The year is 1998 and Microsoft is worth $250 billion; at 43 Bill Gates is the richest person on planet earth based on his equity in Microsoft. The Operating System Software is growing at 15-20 percent and Microsoft controls 95 percent of that market segment.
At this point and earlier, Microsoft worry is not about other software companies like Oracle and sun Microsystem but a small upstart with a crown jewel internet browser, Netscape Navigator. Microsoft schemes up a way to strangle Netscape Navigator to an early death.
The plot is simple: Microsoft buys a small browser from small company, tweaks it and Internet Explorer is born. The company bundles it with Windows and makes it look as though it was a relation of the OS.

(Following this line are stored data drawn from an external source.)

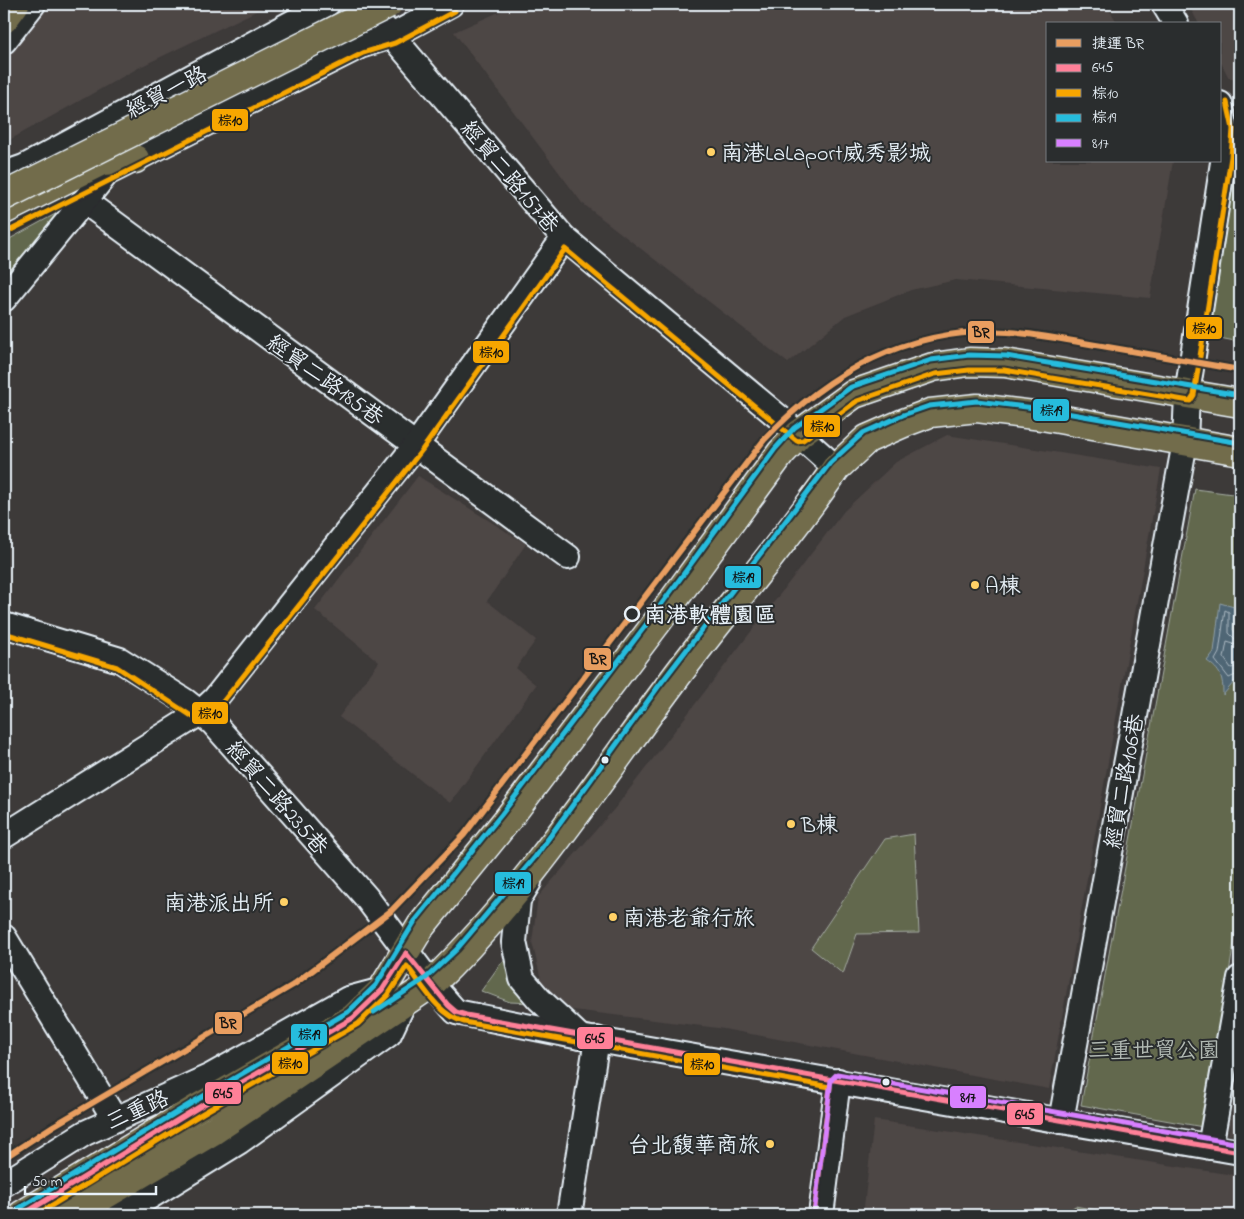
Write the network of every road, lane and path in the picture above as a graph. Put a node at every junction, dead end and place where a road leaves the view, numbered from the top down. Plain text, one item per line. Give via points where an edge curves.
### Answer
1 (15, 4) edge
2 (33, 4) edge
3 (327, 4) edge
4 (361, 4) edge
5 (388, 4) edge
6 (451, 4) edge
7 (1164, 4) edge
8 (4, 19) edge
9 (1175, 22) edge
10 (392, 36) junction
11 (4, 41) edge
12 (1222, 112) edge
13 (135, 159) junction
14 (107, 173) junction
15 (4, 174) edge
16 (4, 196) edge
17 (84, 201) junction
18 (4, 210) edge
19 (4, 226) edge
20 (564, 238) junction
21 (4, 299) edge
22 (1188, 394) junction
23 (1240, 403) edge
24 (799, 434) junction
25 (1185, 442) junction
26 (416, 445) junction
27 (1240, 451) edge
28 (836, 468) junction
29 (568, 557) dead end
30 (4, 625) edge
31 (200, 713) junction
32 (4, 836) edge
33 (541, 862) junction
34 (4, 937) edge
35 (406, 953) junction
36 (1240, 978) edge
37 (431, 984) junction
38 (393, 996) junction
39 (589, 1038) junction
40 (838, 1081) junction
41 (114, 1118) junction
42 (1060, 1121) junction
43 (1210, 1147) junction
44 (1240, 1152) edge
45 (4, 1184) edge
46 (22, 1215) edge
47 (72, 1215) edge
48 (120, 1215) edge
49 (569, 1215) edge
50 (821, 1215) edge

1 - 8 main road
2 - 11 street
3 - 15 street, 經貿一路 via 24,167
4 - 10 street, 經貿二路157巷
5 - 16 main road, bridge
6 - 10 street, 經貿一路
7 - 9 street
10 - 13 street, 經貿一路 via 360,46
10 - 20 street, 經貿二路157巷
12 - 22 street, 經貿二路106巷 via 1226,129 1224,156
13 - 14 street, 經貿一路
13 - 18 main road via 102,161
14 - 17 street
14 - 19 main road
17 - 21 street
17 - 26 street, 經貿二路185巷
20 - 24 street, 經貿二路157巷
20 - 26 street
22 - 23 main road
22 - 24 main road via 1005,363 969,362 933,367 854,394
22 - 25 street, 經貿二路106巷
24 - 28 street, 經貿二路157巷
24 - 35 main road via 654,619 507,820 421,926
25 - 27 main road
25 - 28 main road via 1042,416 977,408 953,409 930,413 867,439
25 - 42 street, 經貿二路106巷
26 - 29 street, 經貿二路185巷
26 - 31 street via 215,699
28 - 33 main road via 664,692
30 - 31 street, 經貿二路235巷 via 120,660
31 - 32 street
31 - 35 street, 經貿二路235巷 via 213,723 366,898
33 - 37 main road via 462,954
33 - 39 street via 518,900 514,942 522,979 538,999
34 - 41 street
35 - 37 street, 經貿二路235巷
35 - 38 main road
36 - 43 street
37 - 38 main road
37 - 39 street via 448,1005 461,1014
38 - 41 street, 三重路 via 348,999 211,1076
38 - 46 main road via 199,1107
38 - 47 main road via 213,1131
38 - 48 street via 389,1034 240,1141
39 - 40 street
39 - 49 street
40 - 42 street
40 - 50 street
41 - 45 street, 三重路
42 - 43 street
43 - 44 street

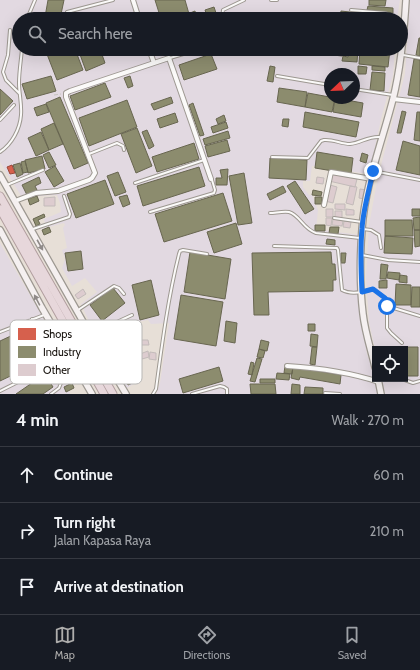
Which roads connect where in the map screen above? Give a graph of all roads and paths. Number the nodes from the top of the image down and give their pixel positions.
1 (35, 0) edge
2 (113, 0) edge
3 (133, 0) edge
4 (244, 0) edge
5 (271, 0) edge
6 (278, 0) edge
7 (406, 0) edge
8 (351, 10) dead end
9 (30, 12) edge
10 (67, 12) dead end
11 (137, 12) edge
12 (223, 12) edge
13 (374, 12) edge
14 (405, 12) edge
15 (10, 30) dead end
16 (21, 56) edge
17 (152, 56) edge
18 (176, 56) edge
19 (401, 56) edge
20 (407, 56) edge
21 (169, 58) junction
22 (420, 58) edge
23 (154, 63) junction
24 (277, 76) dead end
25 (324, 84) edge
26 (360, 90) edge
27 (19, 94) junction
28 (66, 94) junction
29 (54, 95) dead end
30 (393, 97) junction
31 (420, 102) edge
32 (14, 105) dead end
33 (0, 120) edge
34 (382, 138) junction
35 (124, 150) dead end
36 (0, 152) edge
37 (88, 154) junction
38 (272, 157) dead end
39 (204, 160) junction
40 (44, 170) dead end
41 (373, 171) junction
42 (0, 175) edge
43 (211, 179) joint
44 (372, 179) junction
45 (420, 180) edge
46 (134, 183) dead end
47 (6, 186) junction
48 (0, 196) edge
49 (64, 196) dead end
50 (15, 201) junction
51 (324, 205) dead end
52 (0, 209) edge
53 (150, 212) dead end
54 (270, 213) dead end
55 (334, 218) dead end
56 (363, 222) junction
57 (362, 229) junction
58 (0, 230) edge
59 (32, 230) junction
60 (362, 238) junction
61 (274, 246) dead end
62 (381, 248) dead end
63 (207, 254) dead end
64 (361, 254) junction
65 (34, 262) junction
66 (420, 262) edge
67 (362, 292) junction
68 (124, 294) dead end
69 (387, 306) junction
70 (77, 310) junction
71 (45, 314) junction
72 (132, 315) dead end
73 (420, 316) edge
74 (32, 319) edge
75 (49, 320) edge
76 (65, 320) edge
77 (69, 320) edge
78 (82, 320) edge
79 (122, 320) edge
80 (10, 328) edge
81 (0, 332) edge
82 (402, 343) dead end
83 (372, 354) edge
84 (287, 366) dead end
85 (372, 378) edge
86 (408, 381) edge
87 (420, 381) edge
88 (378, 382) edge
89 (14, 384) edge
90 (61, 384) edge
91 (86, 384) edge
92 (99, 384) edge
93 (107, 384) edge
94 (120, 384) edge
95 (0, 391) edge
96 (325, 393) dead end
97 (50, 394) edge
98 (92, 394) edge
99 (104, 394) edge
100 (113, 394) edge
101 (126, 394) edge
102 (153, 394) edge
103 (192, 394) edge
104 (227, 394) edge
105 (340, 394) edge
106 (381, 394) edge

1 - 9 lane
2 - 10 lane
3 - 11 street
4 - 12 lane
5 - 6 lane
7 - 14 street
8 - 13 lane
15 - 27 lane
16 - 27 lane
17 - 23 street
18 - 21 lane
19 - 30 street
20 - 22 lane
21 - 23 street
21 - 39 street
23 - 28 street
24 - 25 lane
26 - 30 lane
27 - 36 lane
28 - 29 path
28 - 37 street
30 - 31 street
30 - 34 street
32 - 33 lane
34 - 38 lane
34 - 41 street
35 - 37 lane
37 - 50 street
39 - 43 street
39 - 46 lane
40 - 47 lane
41 - 44 street
41 - 45 lane
42 - 47 street
43 - 53 lane
44 - 51 street
44 - 56 street
47 - 50 street
48 - 65 highway
49 - 59 lane
50 - 59 street
52 - 65 highway
54 - 60 lane
55 - 56 lane
56 - 57 street
57 - 60 street
57 - 62 lane
71 -> 58 street
59 -> 70 street
60 - 64 street
61 - 67 lane
63 - 102 lane
64 - 66 lane
64 - 67 street
65 - 76 highway
65 - 77 highway
67 - 69 lane
67 - 83 street
68 - 70 lane
69 - 73 lane
69 - 82 lane
70 - 78 street
71 - 74 lane
71 - 75 street
72 - 79 lane
80 - 81 lane
84 - 85 street
86 - 87 lane
88 - 106 street
89 - 95 lane
90 - 97 lane
91 - 98 street
92 - 99 highway
93 - 100 highway
94 - 101 street
96 - 105 lane
103 - 104 lane

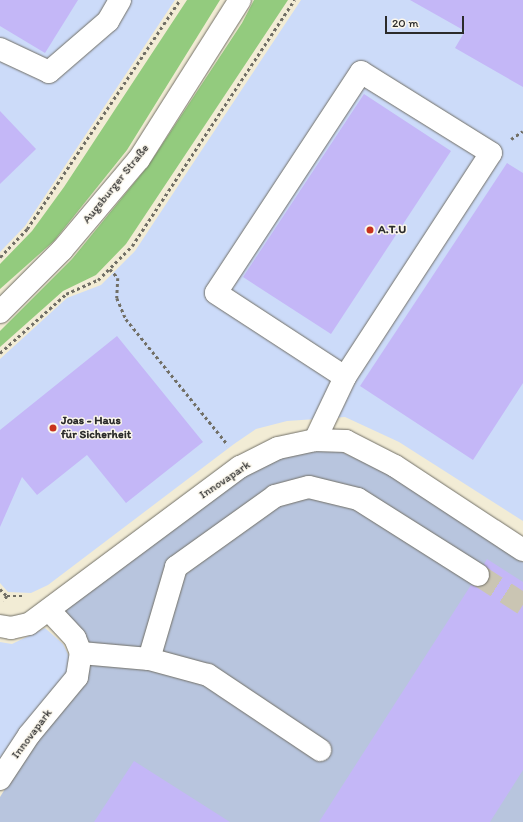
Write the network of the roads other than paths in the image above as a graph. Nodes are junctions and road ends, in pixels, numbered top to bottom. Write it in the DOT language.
graph roads {
  1 [pos="120,0"];
  2 [pos="240,0"];
  3 [pos="0,49"];
  4 [pos="0,312"];
  5 [pos="345,377"];
  6 [pos="315,440"];
  7 [pos="523,550"];
  8 [pos="478,575"];
  9 [pos="50,610"];
  10 [pos="0,626"];
  11 [pos="81,653"];
  12 [pos="149,659"];
  13 [pos="320,750"];
  14 [pos="0,779"];
  1 -- 3 [label="street"];
  2 -- 4 [label="street, Augsburger Straße"];
  5 -- 5 [label="street"];
  5 -- 6 [label="street"];
  6 -- 7 [label="street, Innovapark"];
  6 -- 9 [label="street, Innovapark"];
  8 -- 12 [label="street"];
  9 -- 10 [label="street, Innovapark"];
  9 -- 11 [label="street"];
  11 -- 12 [label="street"];
  11 -- 14 [label="street, Innovapark"];
  12 -- 13 [label="street"];
}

Wired Magazine of September 1998 has a runs a flashy headline ‘Internet Explorer leaves Netscape in its wake’. Internet Explorer bags in 48.3 percent of the browser market and Netscape Navigator picks up the 41.5 leftover.
In terms of product supremacy Netscape Navigator is no match to Internet Explorer. However, Internet Explorer enjoys timeliness and good service delivery. Internet Explorer resides on the desktop of Windows and sits there ready to be clicked into action.
With Netscape Navigator, customers have to find an internet connection and download it. Remember that the setting of the story is not a Facebook generation but slow dial-up connection era where downloads take eternity to complete.
Most computer users did not even know a better internet browser than Internet Explorer ever existed.IE was after all, free. It is so hard to compete with free offers.
Just to make sure that all is well, Microsoft forces Computer manufacturers to load Internet Explorer into every PC they shipped or lose discounts and rebates they got on software licensing.
Let’s cut it short and say that those efforts succeeded in murdering Netscape Navigator. The upstart did not go down without scratching the body of Microsoft; it took Microsoft to court for unfair competition practices. The outcome of the case is a completely entire article for another day.
What this did was to scare off all the other fishes in the technology lake. The small and big fish realised that the lake was invested with a big crocodile ready to pounce at the slightest provocation. Google, Apple and other players learnt to swim quietly. Apple today is a very secretive company; now you know why.
We are now in Smartphone generation and Google has just revenged for Netscape Navigator; Android OS is Google baby and is free to anybody who can make a smartphone. Like Netscape Navigator, Microsoft mobile OS can’t fight free Android.
It’s time for Microsoft to learn the art of swimming quietly; bigger crocodiles exit. I rest my case.